Michele Vano

Personal information
- Date of birth: 5 October 1991 (age 34)
- Place of birth: Rome, Italy
- Height: 1.90 m (6 ft 3 in)
- Position: Forward

Team information
- Current team: Turris

Senior career*
- Years: Team / Apps / (Gls)
- 2009–2011: Astrea / 33 / (3)
- 2011: Luco / 14 / (0)
- 2011–2012: Isernia / 15 / (2)
- 2012–2013: Ceccano /  / (14)
- 2013–2014: Terracina / 29 / (7)
- 2014–2015: Chieti / 8 / (2)
- 2015–2017: Ostia Mare / 54 / (20)
- 2017–2018: Arzachena / 32 / (8)
- 2018–2020: Carpi / 37 / (10)
- 2020–2021: Hellas Verona / 0 / (0)
- 2020–2021: → Mantova (loan) / 13 / (0)
- 2021: → Perugia (loan) / 11 / (1)
- 2021–2023: Perugia / 0 / (0)
- 2021–2022: → Pistoiese (loan) / 35 / (11)
- 2022–2023: → Rimini (loan) / 33 / (4)
- 2023–2024: Monterosi / 30 / (9)
- 2024–2025: Avellino / 12 / (1)
- 2025–2026: Casertana / 43 / (5)
- 2026–: Turris / 0 / (0)

= Michele Vano =

Italian footballer

Michele Vano (born 5 October 1991) is an Italian professional footballer who plays as a forward for Serie D club Turris.

==Club career==
Vano spent the first eight seasons of his career in the fourth and fifth tier teams (Serie D and Eccellenza).

On 15 July 2017, he joined Arzachena, which was just promoted into the third-tier Serie C. He made his Serie C debut for Arzachena on 3 September 2017 in a game against Viterbese. He came on as a substitute in 28th minute for Giancarlo Lisai and scored his first goal on fully professional level just four minutes later.

On 19 June 2018, he went up another level, joining Serie B club Carpi on a three-year contract.

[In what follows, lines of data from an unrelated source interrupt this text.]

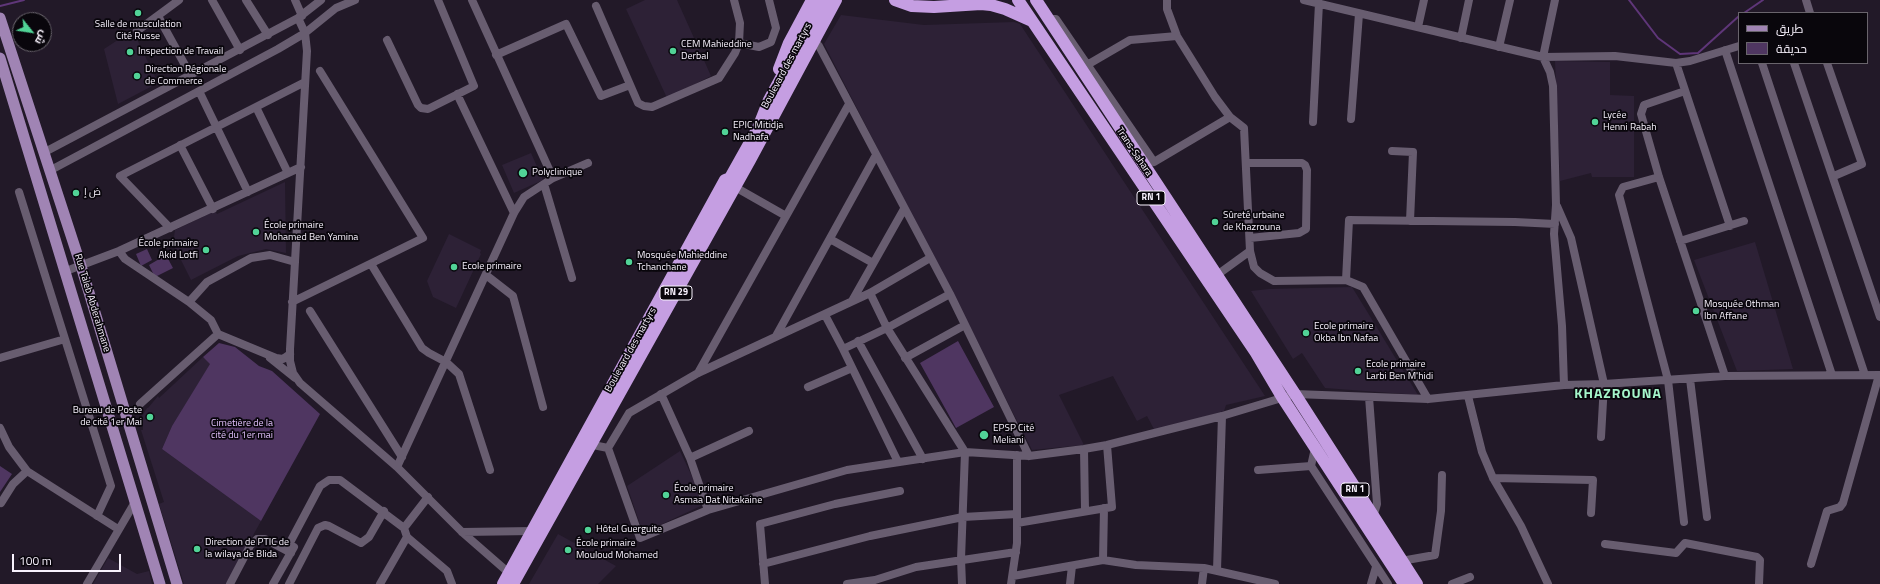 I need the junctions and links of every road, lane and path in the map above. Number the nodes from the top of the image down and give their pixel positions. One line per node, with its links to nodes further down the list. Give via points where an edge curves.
1 (179, 0): 28 (street)
2 (212, 0): 44 (street)
3 (246, 0): 36 (street)
4 (295, 0): 30 (street)
5 (321, 0): 30 (street)
6 (355, 0): 35 (street, via 336,8)
7 (438, 0): 62 (street, via 474,86)
8 (472, 0): 46 (street)
9 (734, 0): 41 (street, via 740,23)
10 (769, 0): 41 (street, via 776,28 772,42 759,47)
11 (812, 0): 63 (highway, via 789,43)
12 (823, 0): 63 (highway, Boulevard des martyrs / RN 29)
13 (836, 0): 40 (highway, Boulevard des martyrs / RN 29)
14 (895, 0): 32 (highway, via 912,6 990,5)
15 (1018, 0): 32 (highway, Trans-Sahara / RN 1)
16 (1037, 0): 29 (highway)
17 (1167, 0): 37 (street, via 1167,9)
18 (1306, 0): 24 (street)
19 (1424, 0): 33 (street)
20 (1469, 0): 38 (street)
21 (1510, 0): 42 (street)
22 (1555, 0): 47 (street)
23 (1806, 0): 26 (street)
24 (1319, 3): 27 (street); 68 (street)
25 (596, 6): 58 (street)
26 (1810, 12)
27 (1359, 14): 33 (street); 67 (street)
28 (158, 16): 34 (street); 56 (street)
29 (1048, 16): 53 (street, via 1056,19); 108 (highway, RN 1)
30 (300, 17): 35 (street); 36 (street)
31 (1, 21): 72 (main road, Rue Taleb Abderahmane)
32 (1032, 21): 147 (highway, Trans-Sahara / RN 1, via 1256,353)
33 (1418, 28): 38 (street)
34 (137, 32)
35 (305, 33): 57 (street); 60 (street)
36 (268, 35): 44 (street)
37 (1177, 36): 53 (street, via 1130,40); 66 (street)
38 (1461, 38): 42 (street)
39 (387, 40): 62 (street, via 418,106 428,109)
40 (814, 40): 64 (street); 83 (highway, Boulevard des martyrs / RN 29)
41 (739, 43): 58 (street, via 719,78 652,107 638,103)
42 (1499, 46): 47 (street)
43 (1738, 46): 45 (street)
44 (240, 50): 56 (street)
45 (1725, 50): 49 (street); 133 (street)
46 (496, 54): 58 (street, via 566,24 601,96); 81 (street)
47 (1543, 57): 49 (street, via 1615,56); 86 (street, via 1553,86)
48 (0, 58): 55 (main road, Rue Taleb Abderahmane)
49 (1676, 63): 61 (street)
50 (1762, 64): 134 (street)
51 (1794, 64): 79 (street)
52 (1827, 64): 79 (street, via 1862,164)
53 (1087, 65): 66 (street, via 1154,162)
54 (320, 71): 104 (street, via 423,238)
55 (2, 74): 59 (main road, Rue Taleb Abderahmane)
56 (191, 76): 72 (street)
57 (305, 82): 65 (street); 76 (street)
58 (630, 85)
59 (5, 90): 106 (main road, Rue Taleb Abderahmane)
60 (199, 91): 69 (street); 77 (street)
61 (1685, 91): 80 (street, via 1644,105 1642,109 1641,114); 94 (street)
62 (457, 94): 89 (street)
63 (770, 100): 155 (highway, Boulevard des martyrs / RN 29, via 758,128 730,178 726,180)
64 (849, 104): 73 (street); 90 (street)
65 (256, 107): 69 (street); 78 (street)
66 (1230, 117): 75 (street, via 1244,128)
67 (1351, 119)
68 (1313, 122)
69 (216, 127): 70 (street); 85 (street)
70 (180, 145): 87 (street); 95 (street, via 120,176)
71 (1392, 151): 92 (street, via 1413,152)
72 (43, 153): 77 (main road, Rue Taleb Abderahmane)
73 (876, 155): 88 (street); 97 (street)
74 (588, 163): 81 (street)
75 (1246, 163): 96 (street); 96 (street, via 1302,163 1307,170 1306,229 1299,233)
76 (301, 167): 78 (street); 102 (street)
77 (49, 171): 105 (main road, Rue Taleb Abderahmane)
78 (288, 173): 85 (street)
79 (1834, 176): 118 (street)
80 (1659, 177): 98 (street); 138 (street, via 1623,187 1619,195)
81 (554, 178): 82 (street)
82 (544, 184): 89 (street, via 524,198); 109 (street)
83 (735, 187): 90 (street); 155 (highway, Boulevard des martyrs / RN 29)
84 (19, 192): 123 (street)
85 (248, 192): 87 (street)
86 (1556, 206): 93 (street); 140 (street, via 1571,238)
87 (213, 208): 95 (street)
88 (904, 209): 101 (street); 103 (street)
89 (514, 213): 107 (street)
90 (786, 216): 132 (street)
91 (1744, 221): 94 (street)
92 (1410, 222): 93 (street); 110 (street, via 1349,220)
93 (1555, 224): 141 (street)
94 (1730, 226): 98 (street)
95 (170, 228): 99 (street)
96 (1250, 238): 100 (street)
97 (830, 239): 103 (street); 122 (street)
98 (1680, 241): 136 (street)
99 (119, 251): 105 (street); 114 (street, via 126,259)
100 (1250, 251): 108 (street); 110 (street, via 1254,267 1274,281)
101 (930, 258): 111 (street); 112 (street)
102 (295, 262): 114 (street, via 270,255 251,258 207,282); 115 (street)
103 (873, 263): 113 (street)
104 (371, 264): 115 (street); 130 (street, via 422,348)
105 (81, 266): 106 (street); 213 (main road, Rue Taleb Abderahmane)
106 (66, 271): 176 (main road, Rue Taleb Abderahmane)
107 (486, 275): 130 (street); 150 (street, via 513,296)
108 (1217, 275): 144 (highway, RN 1)
109 (572, 278)
110 (1346, 280): 148 (street, via 1363,286)
111 (870, 292): 113 (street); 120 (street)
112 (950, 294): 119 (street); 120 (street)
113 (852, 301): 117 (street)
114 (189, 302): 121 (street, via 211,320)
115 (292, 302): 127 (street)
116 (310, 311): 163 (street)
117 (825, 315): 122 (street); 125 (street)
118 (1880, 317)
119 (965, 325): 129 (street); 162 (street)
120 (887, 328): 124 (street); 129 (street)
121 (218, 334): 126 (street); 149 (street)
122 (776, 336): 132 (street)
123 (65, 339): 128 (street); 184 (street, via 111,486)
124 (858, 341): 125 (street); 165 (street)
125 (843, 349): 131 (street)
126 (263, 354): 127 (street, via 283,359); 139 (street)
127 (290, 354): 139 (street, via 294,373)
128 (0, 358)
129 (906, 358): 160 (street)
130 (446, 362): 163 (street); 169 (street, via 459,374)
131 (852, 368): 142 (street); 166 (street)
132 (698, 373): 143 (street)
133 (1832, 375): 134 (street); 136 (street)
134 (1865, 375): 135 (street)
135 (1879, 375): 203 (street, via 1843,503 1840,507 1826,511)
136 (1725, 376): 137 (street)
137 (1690, 379): 138 (street); 187 (street)
138 (1668, 380): 140 (street); 188 (street)
139 (300, 383): 168 (street)
140 (1604, 384): 141 (street); 154 (street)
141 (1564, 385): 146 (street)
142 (808, 387)
143 (661, 394): 157 (street, via 629,413); 164 (street)
144 (1295, 394): 145 (street); 147 (street); 186 (highway, RN 1)
145 (1368, 396): 148 (street); 186 (street, via 1377,504)
146 (1468, 396): 148 (street); 173 (street, via 1482,452)
147 (1282, 397): 151 (street); 158 (highway, RN 1)
148 (1428, 400)
149 (140, 404)
150 (543, 407)
151 (1222, 416): 156 (street); 207 (street)
152 (0, 428): 171 (street, via 8,447)
153 (749, 431): 164 (street)
154 (1601, 437)
155 (587, 444): 157 (street); 192 (highway, Boulevard des martyrs / RN 29); 209 (highway, Boulevard des martyrs / RN 29)
156 (1107, 445): 159 (street); 178 (street, via 1112,507)
157 (608, 448): 179 (street, via 640,538)
158 (1315, 448): 167 (street); 228 (highway, RN 1)
159 (1084, 449): 162 (street); 180 (street)
160 (965, 452): 161 (street); 165 (street); 185 (street)
161 (1017, 455): 162 (street); 183 (street)
162 (1029, 456)
163 (402, 457): 168 (street)
164 (690, 458): 179 (street)
165 (923, 459): 166 (street)
166 (898, 462): 179 (street, via 847,470)
167 (1311, 466): 170 (street); 205 (street)
168 (397, 467): 175 (street)
169 (490, 470)
170 (1258, 470)
171 (27, 472): 177 (street, via 13,484); 184 (street)
172 (1442, 474): 201 (street, via 1442,511 1435,555)
173 (1493, 478): 182 (street, via 1593,480); 231 (street, via 1521,526)
174 (900, 491): 202 (street, via 835,504 760,524)
175 (428, 497): 190 (street); 193 (street)
176 (135, 502): 191 (street); 212 (main road, Rue Taleb Abderahmane)
177 (1, 503)
178 (1104, 508): 180 (street); 200 (street)
179 (708, 510)
180 (1085, 510): 189 (street)
181 (384, 511): 190 (street); 196 (street, via 343,481 330,480 320,486); 198 (street, via 366,541 357,542 325,525 318,528)
182 (1591, 513)
183 (1017, 514): 185 (street); 189 (street)
184 (97, 516): 191 (street)
185 (963, 517): 199 (street); 202 (street, via 870,536)
186 (1373, 517): 201 (highway, RN 1)
187 (1707, 517)
188 (1684, 522)
189 (1017, 523): 197 (street)
190 (404, 528): 194 (street)
191 (118, 529): 211 (street)
192 (533, 531): 193 (street); 209 (highway, Boulevard des martyrs / RN 29)
193 (462, 532): 209 (street)
194 (407, 537): 217 (street); 218 (street, via 447,571)
195 (1604, 544): 232 (street, via 1676,553 1685,543 1757,557 1760,560)
196 (290, 549): 198 (street); 214 (street, via 265,539 257,539 250,546); 215 (street)
197 (1016, 552): 199 (street); 210 (street)
198 (305, 554): 216 (street)
199 (961, 559): 221 (street, via 916,567 875,580); 222 (street)
200 (1103, 560): 204 (street); 206 (street, via 1136,565)
201 (1401, 561): 229 (highway, RN 1)
202 (763, 564): 220 (street)
203 (1810, 564)
204 (1072, 566): 210 (street); 223 (street)
205 (1376, 567): 226 (street); 227 (street)
206 (1204, 568): 207 (street); 224 (street)
207 (1217, 570): 225 (street)
208 (1470, 577): 230 (street)
209 (511, 578): 219 (highway, Boulevard des martyrs / RN 29)
210 (1012, 580)
211 (87, 584)
212 (160, 584)
213 (177, 584)
214 (230, 584)
215 (273, 584)
216 (289, 584)
217 (380, 584)
218 (452, 584)
219 (503, 584)
220 (765, 584)
221 (847, 584)
222 (962, 584)
223 (1070, 584)
224 (1202, 584)
225 (1275, 584)
226 (1371, 584)
227 (1388, 584)
228 (1404, 584)
229 (1417, 584)
230 (1452, 584)
231 (1548, 584)
232 (1759, 584)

On 5 October 2020, Carpi sold his rights to Hellas Verona, who immediately loaned him to Mantova.

On 5 January 2021, he moved to Perugia on loan with a conditional obligation to buy. The condition for the purchase obligation was fulfilled and Perugia purchased his rights.

On 28 August 2021 he joined Pistoiese on loan from Perugia. On 27 August 2022, Vano was loaned to Rimini.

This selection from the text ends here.